Copy word for word the lines in the records below, starting at the line with "Extract the road graph of this map" and ending at the line with "Extract the road graph of this picture: all". Skip the pictures.

» Input data:
• • •

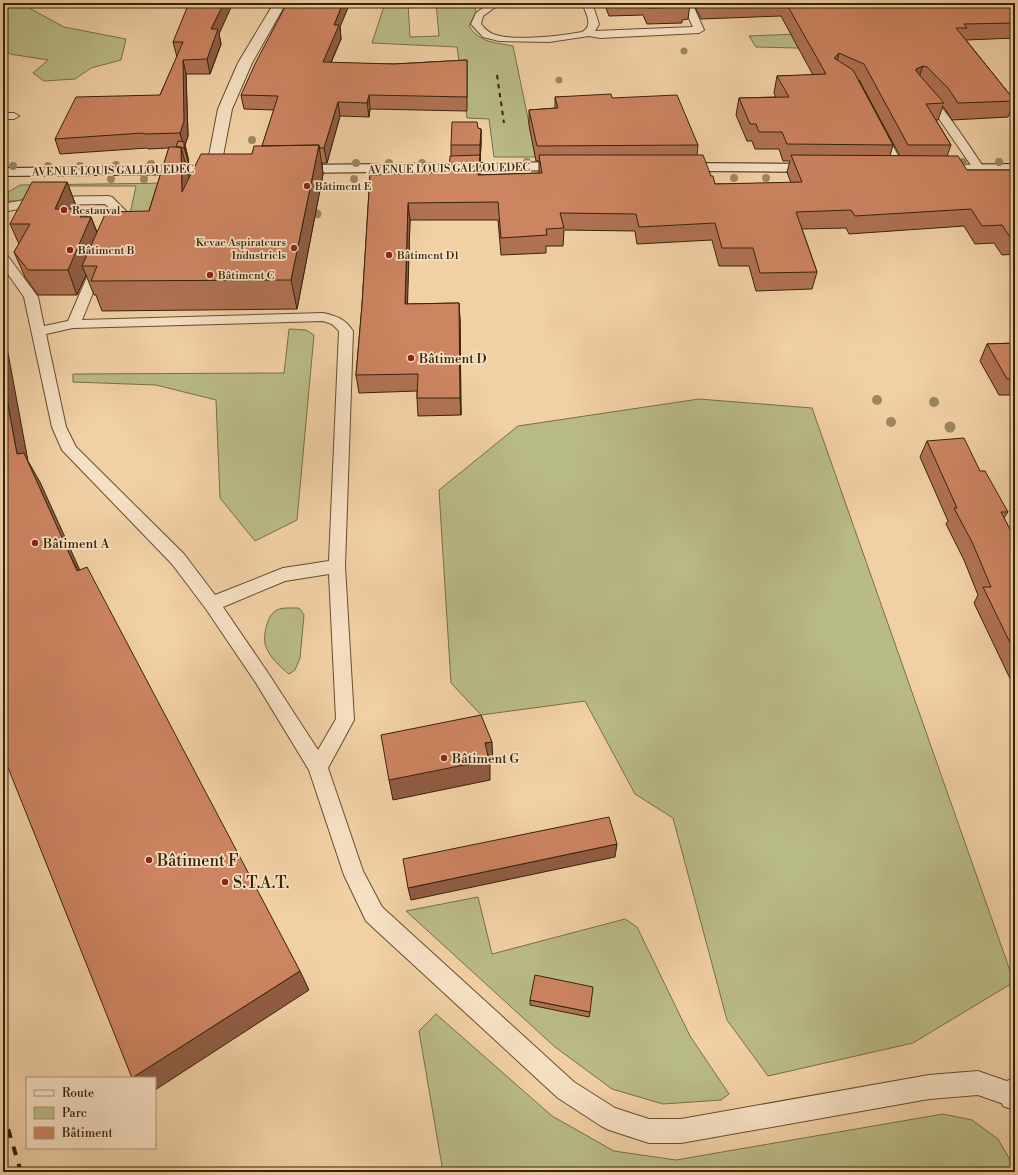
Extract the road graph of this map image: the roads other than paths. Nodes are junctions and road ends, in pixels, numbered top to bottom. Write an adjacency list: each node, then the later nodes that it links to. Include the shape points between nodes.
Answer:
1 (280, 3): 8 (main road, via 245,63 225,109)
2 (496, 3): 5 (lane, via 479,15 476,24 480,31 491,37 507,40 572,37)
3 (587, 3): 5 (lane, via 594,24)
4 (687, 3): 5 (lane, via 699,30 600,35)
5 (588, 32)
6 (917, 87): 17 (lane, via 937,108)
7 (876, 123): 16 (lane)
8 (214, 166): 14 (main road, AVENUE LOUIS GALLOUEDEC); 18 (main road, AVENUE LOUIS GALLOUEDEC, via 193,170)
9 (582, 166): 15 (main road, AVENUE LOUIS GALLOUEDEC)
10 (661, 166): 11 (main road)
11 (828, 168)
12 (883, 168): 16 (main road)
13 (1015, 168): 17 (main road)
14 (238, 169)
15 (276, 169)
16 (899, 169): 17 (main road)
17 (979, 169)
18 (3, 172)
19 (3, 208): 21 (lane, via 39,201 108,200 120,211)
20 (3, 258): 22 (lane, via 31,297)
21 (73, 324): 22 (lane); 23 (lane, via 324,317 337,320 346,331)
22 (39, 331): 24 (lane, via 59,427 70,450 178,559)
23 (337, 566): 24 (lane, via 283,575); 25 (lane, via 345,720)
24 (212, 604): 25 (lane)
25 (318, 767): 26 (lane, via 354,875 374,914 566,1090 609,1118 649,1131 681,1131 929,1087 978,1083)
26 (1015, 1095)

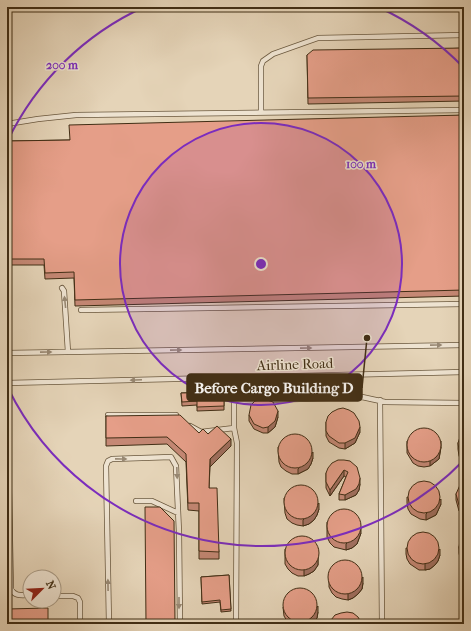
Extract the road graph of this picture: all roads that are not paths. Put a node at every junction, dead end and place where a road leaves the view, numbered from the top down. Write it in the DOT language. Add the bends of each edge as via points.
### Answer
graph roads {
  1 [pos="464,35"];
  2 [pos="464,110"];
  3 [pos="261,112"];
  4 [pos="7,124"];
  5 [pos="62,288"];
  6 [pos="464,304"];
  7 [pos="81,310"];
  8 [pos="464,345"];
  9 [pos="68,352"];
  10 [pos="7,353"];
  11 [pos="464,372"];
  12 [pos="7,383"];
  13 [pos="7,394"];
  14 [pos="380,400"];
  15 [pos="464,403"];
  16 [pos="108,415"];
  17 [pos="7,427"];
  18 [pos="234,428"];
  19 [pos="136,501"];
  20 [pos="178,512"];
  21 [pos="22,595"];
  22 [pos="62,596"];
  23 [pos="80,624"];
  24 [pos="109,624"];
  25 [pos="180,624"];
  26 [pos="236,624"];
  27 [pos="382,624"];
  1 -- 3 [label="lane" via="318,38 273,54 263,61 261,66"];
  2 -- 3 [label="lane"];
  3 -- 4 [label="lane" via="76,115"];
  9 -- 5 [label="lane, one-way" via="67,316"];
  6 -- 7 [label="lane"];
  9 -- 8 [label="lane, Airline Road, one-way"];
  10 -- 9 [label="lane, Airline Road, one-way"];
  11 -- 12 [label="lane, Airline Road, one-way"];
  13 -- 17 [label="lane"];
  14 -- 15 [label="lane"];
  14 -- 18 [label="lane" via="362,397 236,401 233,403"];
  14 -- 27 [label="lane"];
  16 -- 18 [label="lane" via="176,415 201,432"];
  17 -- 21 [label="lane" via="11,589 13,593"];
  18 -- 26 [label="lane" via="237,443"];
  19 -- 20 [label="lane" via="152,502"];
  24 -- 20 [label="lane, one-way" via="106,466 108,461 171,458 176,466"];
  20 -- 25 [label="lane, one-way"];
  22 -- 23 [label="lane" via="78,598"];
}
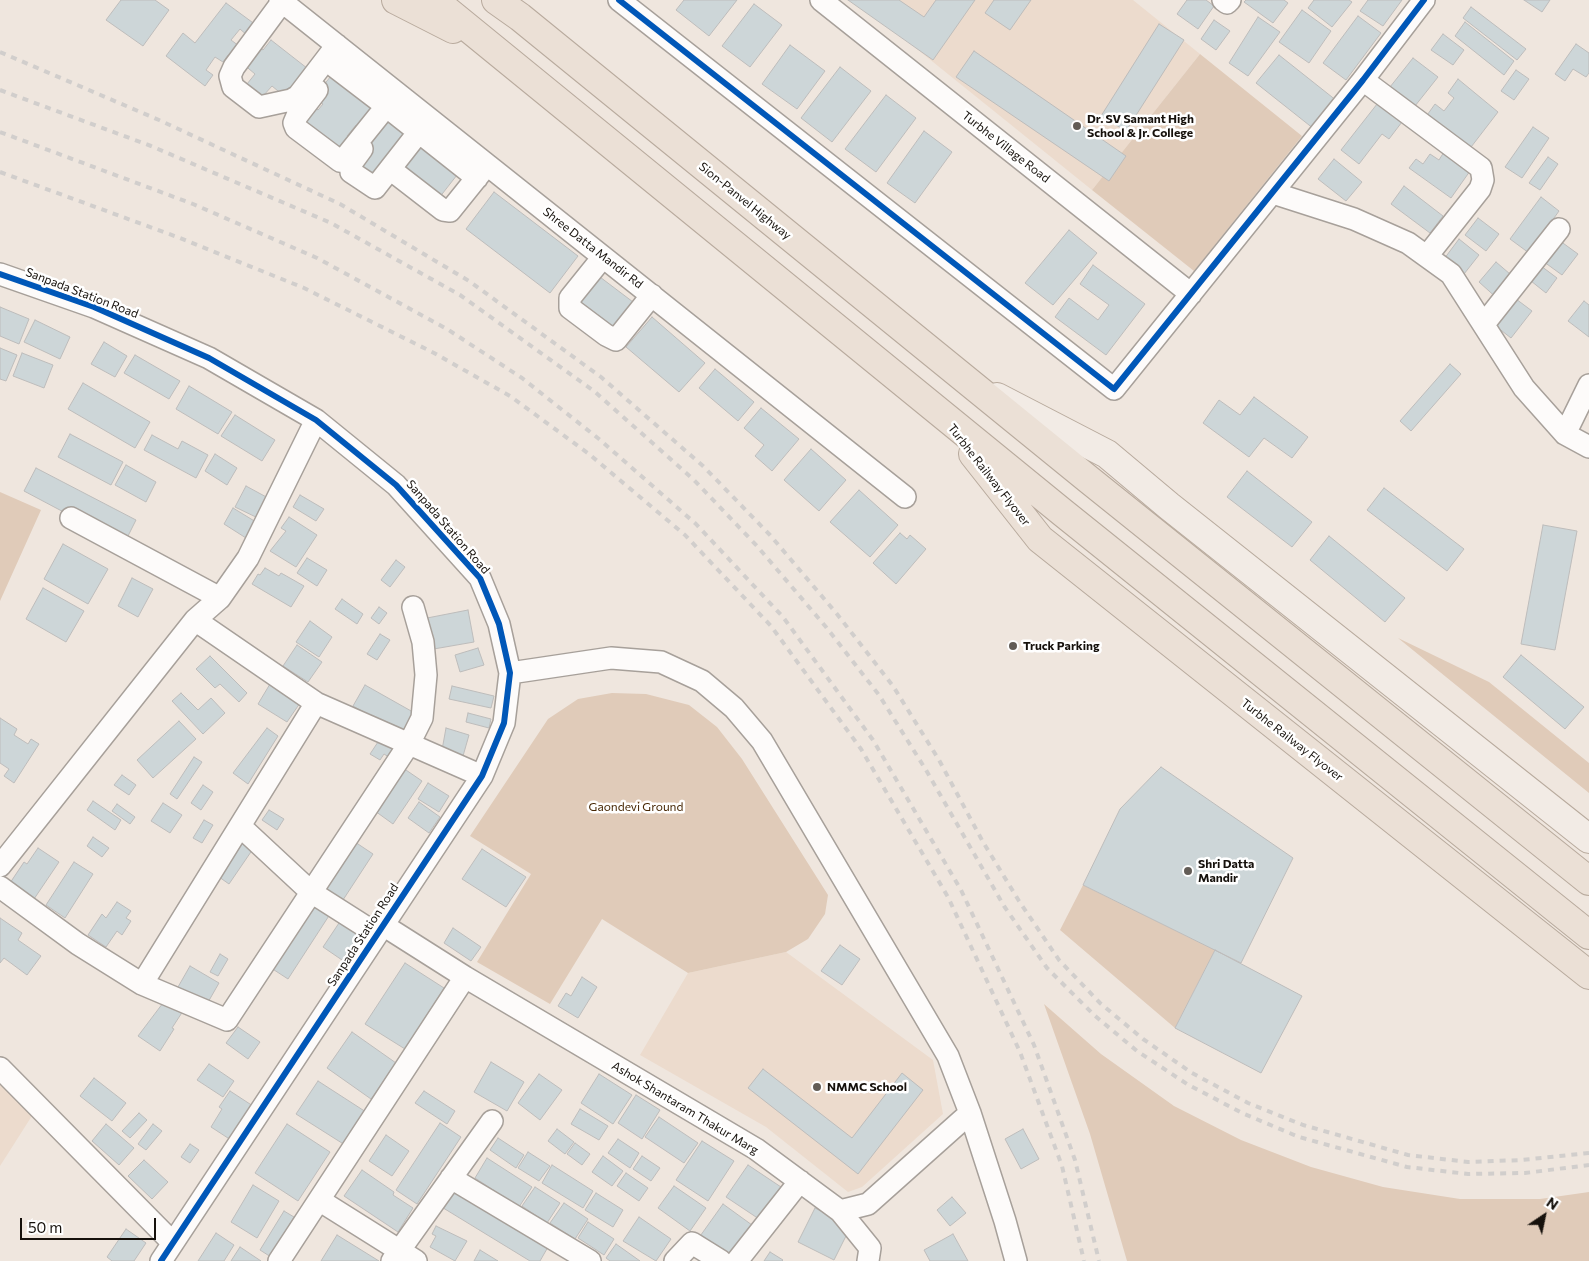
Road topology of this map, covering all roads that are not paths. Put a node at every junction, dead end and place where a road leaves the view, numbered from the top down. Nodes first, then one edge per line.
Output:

• • •

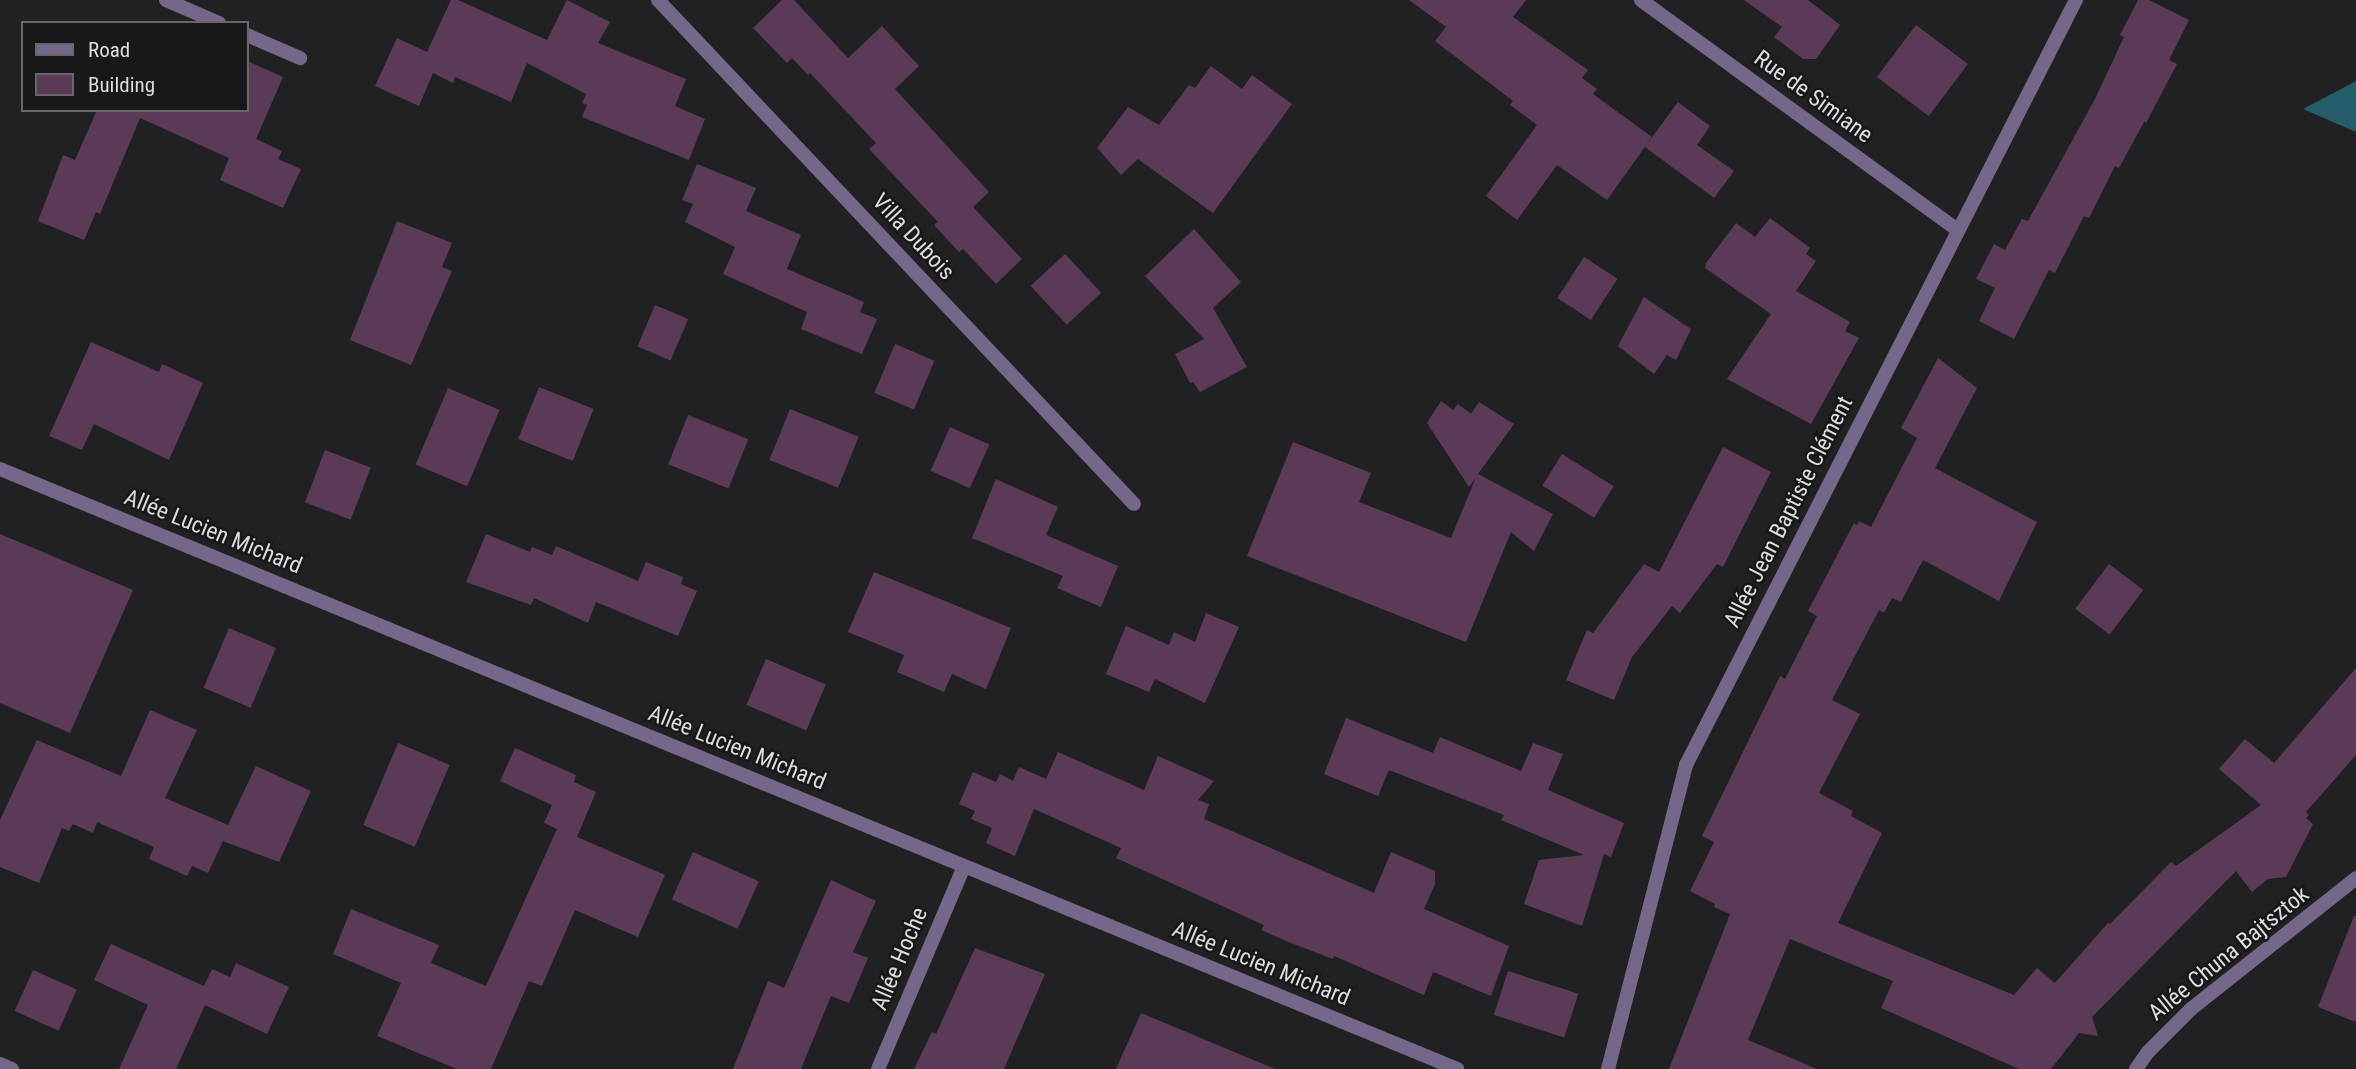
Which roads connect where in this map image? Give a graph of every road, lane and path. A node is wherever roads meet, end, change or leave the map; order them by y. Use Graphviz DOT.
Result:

• • •

» Response area:
Extract the road graph of this map image: the roads other than paths. Nodes are junctions and road ends, in pixels, numbered top to bottom. Write an adjacency list: each node, then the later nodes that it links to. Include the shape points between nodes.
Answer:
1 (280, 3): 8 (main road, via 245,63 225,109)
2 (496, 3): 5 (lane, via 479,15 476,24 480,31 491,37 507,40 572,37)
3 (587, 3): 5 (lane, via 594,24)
4 (687, 3): 5 (lane, via 699,30 600,35)
5 (588, 32)
6 (917, 87): 17 (lane, via 937,108)
7 (876, 123): 16 (lane)
8 (214, 166): 14 (main road, AVENUE LOUIS GALLOUEDEC); 18 (main road, AVENUE LOUIS GALLOUEDEC, via 193,170)
9 (582, 166): 15 (main road, AVENUE LOUIS GALLOUEDEC)
10 (661, 166): 11 (main road)
11 (828, 168)
12 (883, 168): 16 (main road)
13 (1015, 168): 17 (main road)
14 (238, 169)
15 (276, 169)
16 (899, 169): 17 (main road)
17 (979, 169)
18 (3, 172)
19 (3, 208): 21 (lane, via 39,201 108,200 120,211)
20 (3, 258): 22 (lane, via 31,297)
21 (73, 324): 22 (lane); 23 (lane, via 324,317 337,320 346,331)
22 (39, 331): 24 (lane, via 59,427 70,450 178,559)
23 (337, 566): 24 (lane, via 283,575); 25 (lane, via 345,720)
24 (212, 604): 25 (lane)
25 (318, 767): 26 (lane, via 354,875 374,914 566,1090 609,1118 649,1131 681,1131 929,1087 978,1083)
26 (1015, 1095)

Extract the road graph of this picture: all roads that are not paths. Put a node at every junction, dead end and place where a road leaves the view, numbered from the top down. Write it in the DOT language. Add the bends of each edge as via points.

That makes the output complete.